TASK INPUTS =
Start of Block

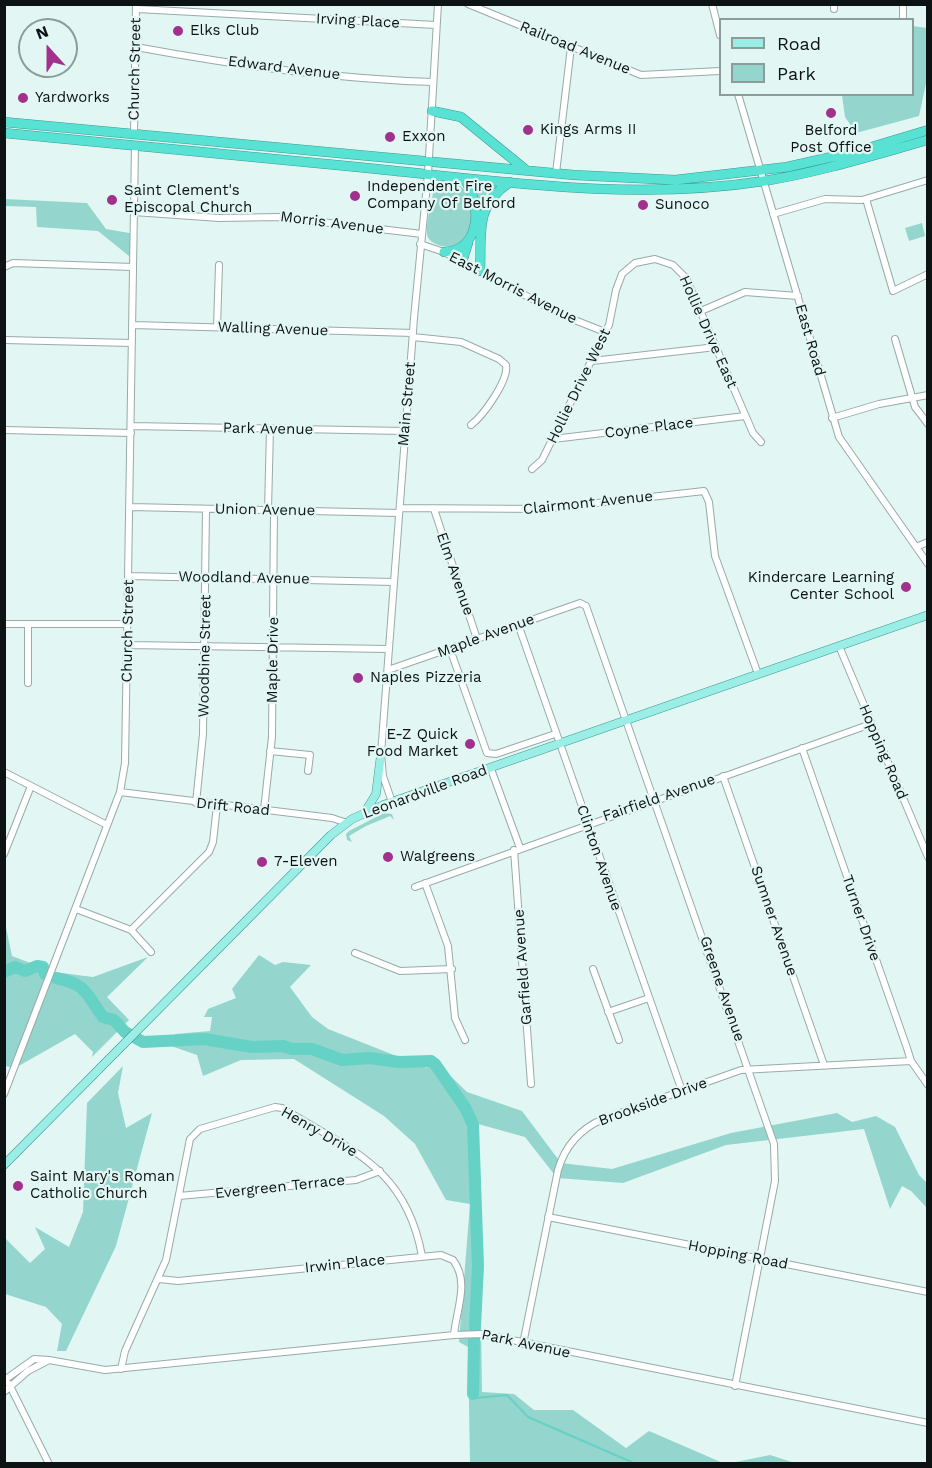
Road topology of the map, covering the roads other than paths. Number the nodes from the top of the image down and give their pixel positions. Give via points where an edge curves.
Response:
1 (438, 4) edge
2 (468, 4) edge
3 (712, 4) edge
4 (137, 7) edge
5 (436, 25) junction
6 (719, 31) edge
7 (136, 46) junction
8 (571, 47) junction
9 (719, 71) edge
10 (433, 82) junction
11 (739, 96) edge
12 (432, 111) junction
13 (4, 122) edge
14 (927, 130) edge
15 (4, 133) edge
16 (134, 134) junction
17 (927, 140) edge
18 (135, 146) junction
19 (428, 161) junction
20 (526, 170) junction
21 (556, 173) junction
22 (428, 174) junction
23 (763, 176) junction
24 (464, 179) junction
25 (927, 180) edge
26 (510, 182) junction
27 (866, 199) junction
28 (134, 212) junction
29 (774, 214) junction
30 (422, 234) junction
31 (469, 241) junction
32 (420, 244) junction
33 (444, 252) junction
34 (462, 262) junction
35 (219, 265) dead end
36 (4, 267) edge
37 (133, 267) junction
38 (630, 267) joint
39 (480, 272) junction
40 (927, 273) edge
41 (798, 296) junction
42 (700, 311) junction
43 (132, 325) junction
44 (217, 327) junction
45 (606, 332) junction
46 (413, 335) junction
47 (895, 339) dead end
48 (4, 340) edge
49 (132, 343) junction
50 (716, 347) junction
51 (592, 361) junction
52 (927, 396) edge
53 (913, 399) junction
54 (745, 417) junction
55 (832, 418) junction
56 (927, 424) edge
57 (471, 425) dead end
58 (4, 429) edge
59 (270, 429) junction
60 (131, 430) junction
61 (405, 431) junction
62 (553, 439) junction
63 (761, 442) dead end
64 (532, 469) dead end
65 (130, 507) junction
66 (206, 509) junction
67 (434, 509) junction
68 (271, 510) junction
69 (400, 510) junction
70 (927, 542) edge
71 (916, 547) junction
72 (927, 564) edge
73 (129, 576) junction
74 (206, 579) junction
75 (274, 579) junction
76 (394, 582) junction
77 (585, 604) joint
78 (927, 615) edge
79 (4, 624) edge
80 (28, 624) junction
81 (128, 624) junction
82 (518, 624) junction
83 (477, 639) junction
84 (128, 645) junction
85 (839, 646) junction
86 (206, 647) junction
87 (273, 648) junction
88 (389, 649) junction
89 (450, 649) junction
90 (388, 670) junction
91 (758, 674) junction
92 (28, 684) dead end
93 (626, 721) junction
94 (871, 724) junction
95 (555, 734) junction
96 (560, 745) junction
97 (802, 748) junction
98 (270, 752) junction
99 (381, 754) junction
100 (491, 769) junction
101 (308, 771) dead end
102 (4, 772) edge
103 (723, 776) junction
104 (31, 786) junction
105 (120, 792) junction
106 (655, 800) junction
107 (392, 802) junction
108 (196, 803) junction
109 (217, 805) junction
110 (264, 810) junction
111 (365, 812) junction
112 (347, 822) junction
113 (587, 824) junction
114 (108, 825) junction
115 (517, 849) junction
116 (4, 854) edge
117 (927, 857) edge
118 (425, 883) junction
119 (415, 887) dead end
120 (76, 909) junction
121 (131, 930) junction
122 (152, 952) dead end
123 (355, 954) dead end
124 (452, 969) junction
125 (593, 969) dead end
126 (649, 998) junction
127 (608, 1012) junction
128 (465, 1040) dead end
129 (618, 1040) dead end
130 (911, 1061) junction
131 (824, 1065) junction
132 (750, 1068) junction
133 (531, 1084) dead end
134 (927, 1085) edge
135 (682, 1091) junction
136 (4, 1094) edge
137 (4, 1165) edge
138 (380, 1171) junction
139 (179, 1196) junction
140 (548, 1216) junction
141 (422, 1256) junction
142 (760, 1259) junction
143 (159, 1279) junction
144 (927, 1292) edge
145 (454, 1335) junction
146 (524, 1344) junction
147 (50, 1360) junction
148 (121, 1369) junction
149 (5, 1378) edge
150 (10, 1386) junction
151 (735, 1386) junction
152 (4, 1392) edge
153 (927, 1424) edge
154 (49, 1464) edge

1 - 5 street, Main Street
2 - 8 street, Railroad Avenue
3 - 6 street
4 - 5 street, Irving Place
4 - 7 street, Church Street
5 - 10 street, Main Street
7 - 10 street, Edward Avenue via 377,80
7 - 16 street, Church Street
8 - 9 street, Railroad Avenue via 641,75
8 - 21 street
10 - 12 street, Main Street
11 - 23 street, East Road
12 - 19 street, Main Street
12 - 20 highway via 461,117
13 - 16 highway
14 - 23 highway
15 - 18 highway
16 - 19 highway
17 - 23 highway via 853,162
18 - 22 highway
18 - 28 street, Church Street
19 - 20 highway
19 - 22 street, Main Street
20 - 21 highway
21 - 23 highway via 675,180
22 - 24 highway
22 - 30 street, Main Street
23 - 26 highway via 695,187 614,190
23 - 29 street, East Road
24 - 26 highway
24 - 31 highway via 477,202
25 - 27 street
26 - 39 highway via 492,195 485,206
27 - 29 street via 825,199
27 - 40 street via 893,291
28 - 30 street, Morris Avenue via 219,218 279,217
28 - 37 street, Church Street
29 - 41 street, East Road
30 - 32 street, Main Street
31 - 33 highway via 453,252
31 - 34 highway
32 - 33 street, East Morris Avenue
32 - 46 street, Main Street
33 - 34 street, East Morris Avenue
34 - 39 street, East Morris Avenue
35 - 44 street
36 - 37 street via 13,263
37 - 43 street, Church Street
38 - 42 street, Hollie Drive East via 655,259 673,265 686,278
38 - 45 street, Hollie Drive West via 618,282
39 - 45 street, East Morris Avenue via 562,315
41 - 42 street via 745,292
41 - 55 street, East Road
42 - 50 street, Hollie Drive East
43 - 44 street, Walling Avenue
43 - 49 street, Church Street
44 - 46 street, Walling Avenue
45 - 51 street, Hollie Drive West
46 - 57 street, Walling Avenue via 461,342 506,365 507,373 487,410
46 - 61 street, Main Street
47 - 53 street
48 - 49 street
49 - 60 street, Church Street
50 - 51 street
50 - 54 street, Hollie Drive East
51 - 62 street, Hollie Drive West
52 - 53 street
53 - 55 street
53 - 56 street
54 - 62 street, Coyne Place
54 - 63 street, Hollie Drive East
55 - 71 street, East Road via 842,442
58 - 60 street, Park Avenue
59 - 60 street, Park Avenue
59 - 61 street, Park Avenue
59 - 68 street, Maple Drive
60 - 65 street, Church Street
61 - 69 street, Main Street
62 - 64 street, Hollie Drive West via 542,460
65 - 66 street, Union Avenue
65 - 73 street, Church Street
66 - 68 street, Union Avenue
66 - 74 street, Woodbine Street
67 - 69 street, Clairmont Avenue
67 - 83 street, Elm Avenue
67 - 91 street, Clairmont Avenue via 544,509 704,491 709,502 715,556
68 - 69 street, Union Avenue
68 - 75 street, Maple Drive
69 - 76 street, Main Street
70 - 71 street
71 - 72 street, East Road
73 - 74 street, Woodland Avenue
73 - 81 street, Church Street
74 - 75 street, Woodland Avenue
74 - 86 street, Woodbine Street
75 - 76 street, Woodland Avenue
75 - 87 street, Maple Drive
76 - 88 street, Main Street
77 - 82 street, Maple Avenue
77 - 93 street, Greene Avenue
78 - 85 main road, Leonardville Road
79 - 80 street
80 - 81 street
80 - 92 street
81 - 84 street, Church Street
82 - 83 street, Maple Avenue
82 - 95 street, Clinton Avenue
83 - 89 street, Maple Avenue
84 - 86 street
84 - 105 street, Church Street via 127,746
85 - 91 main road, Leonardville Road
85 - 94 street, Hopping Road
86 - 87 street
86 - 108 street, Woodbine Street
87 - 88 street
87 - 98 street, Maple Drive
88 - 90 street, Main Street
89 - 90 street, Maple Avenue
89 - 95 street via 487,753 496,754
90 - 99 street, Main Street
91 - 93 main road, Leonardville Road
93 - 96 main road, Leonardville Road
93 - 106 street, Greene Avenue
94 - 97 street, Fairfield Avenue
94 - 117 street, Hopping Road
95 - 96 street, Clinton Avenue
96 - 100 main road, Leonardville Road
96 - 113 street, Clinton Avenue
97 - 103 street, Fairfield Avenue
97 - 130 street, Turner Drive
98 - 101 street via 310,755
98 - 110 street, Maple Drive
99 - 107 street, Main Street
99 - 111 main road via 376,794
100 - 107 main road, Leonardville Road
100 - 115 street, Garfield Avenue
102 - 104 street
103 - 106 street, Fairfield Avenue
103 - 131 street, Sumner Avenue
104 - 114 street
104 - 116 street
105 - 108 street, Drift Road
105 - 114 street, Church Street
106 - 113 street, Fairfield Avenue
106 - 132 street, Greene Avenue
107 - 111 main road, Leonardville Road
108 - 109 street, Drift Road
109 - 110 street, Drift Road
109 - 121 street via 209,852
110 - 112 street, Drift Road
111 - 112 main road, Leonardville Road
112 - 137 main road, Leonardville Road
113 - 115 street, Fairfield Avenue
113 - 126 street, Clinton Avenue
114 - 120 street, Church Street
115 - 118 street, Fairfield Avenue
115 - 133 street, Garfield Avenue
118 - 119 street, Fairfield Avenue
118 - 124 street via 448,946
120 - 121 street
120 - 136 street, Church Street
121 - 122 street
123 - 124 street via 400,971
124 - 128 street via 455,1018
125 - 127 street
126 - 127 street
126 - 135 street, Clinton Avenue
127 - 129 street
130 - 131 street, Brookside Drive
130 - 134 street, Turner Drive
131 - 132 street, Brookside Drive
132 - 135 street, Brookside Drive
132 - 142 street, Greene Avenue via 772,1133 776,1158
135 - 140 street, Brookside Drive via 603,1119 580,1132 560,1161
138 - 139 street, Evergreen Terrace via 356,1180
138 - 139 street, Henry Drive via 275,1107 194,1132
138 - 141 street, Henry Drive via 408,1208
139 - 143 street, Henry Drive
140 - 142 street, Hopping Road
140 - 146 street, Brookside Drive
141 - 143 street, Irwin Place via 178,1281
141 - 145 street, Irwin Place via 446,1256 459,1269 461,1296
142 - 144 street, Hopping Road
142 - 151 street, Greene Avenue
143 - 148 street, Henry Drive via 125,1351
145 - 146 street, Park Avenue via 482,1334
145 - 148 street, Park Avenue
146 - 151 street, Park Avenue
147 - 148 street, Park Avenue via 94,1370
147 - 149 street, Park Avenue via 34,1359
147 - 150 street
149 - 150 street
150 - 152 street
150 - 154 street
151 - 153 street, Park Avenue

End of Block
Start of Block

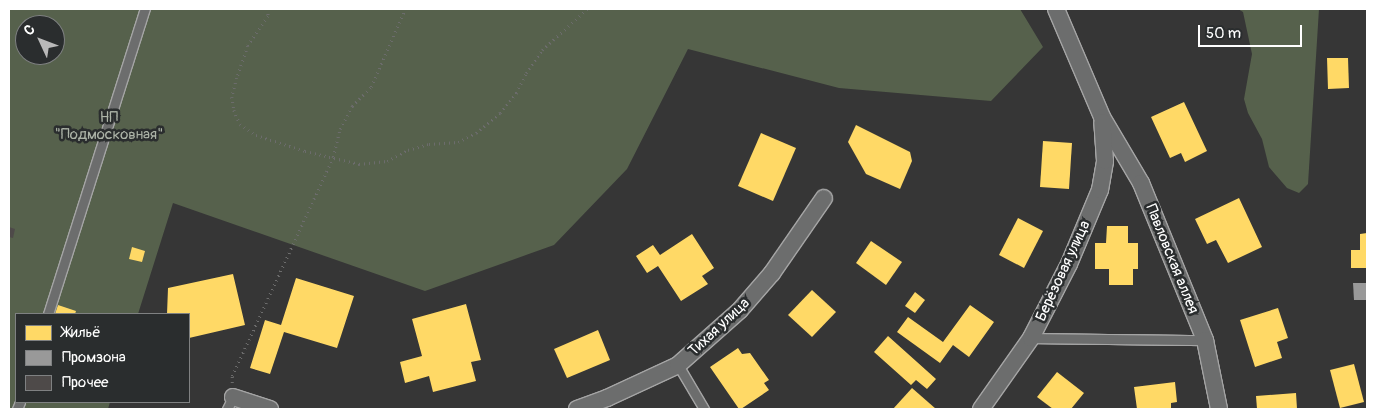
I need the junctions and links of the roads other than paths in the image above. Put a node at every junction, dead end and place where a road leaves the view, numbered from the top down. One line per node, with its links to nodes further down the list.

End of Block

YOUR TASK = Report every line in the data that holds "where", copying each one.

SOLUTION TO THIS PROBLEM =
Road topology of the map, covering the roads other than paths. Number the nodes from the top of the image down and give their pixel positions. Give via points where an edge curves.
I need the junctions and links of the roads other than paths in the image above. Put a node at every junction, dead end and place where a road leaves the view, numbered from the top down. One line per node, with its links to nodes further down the list.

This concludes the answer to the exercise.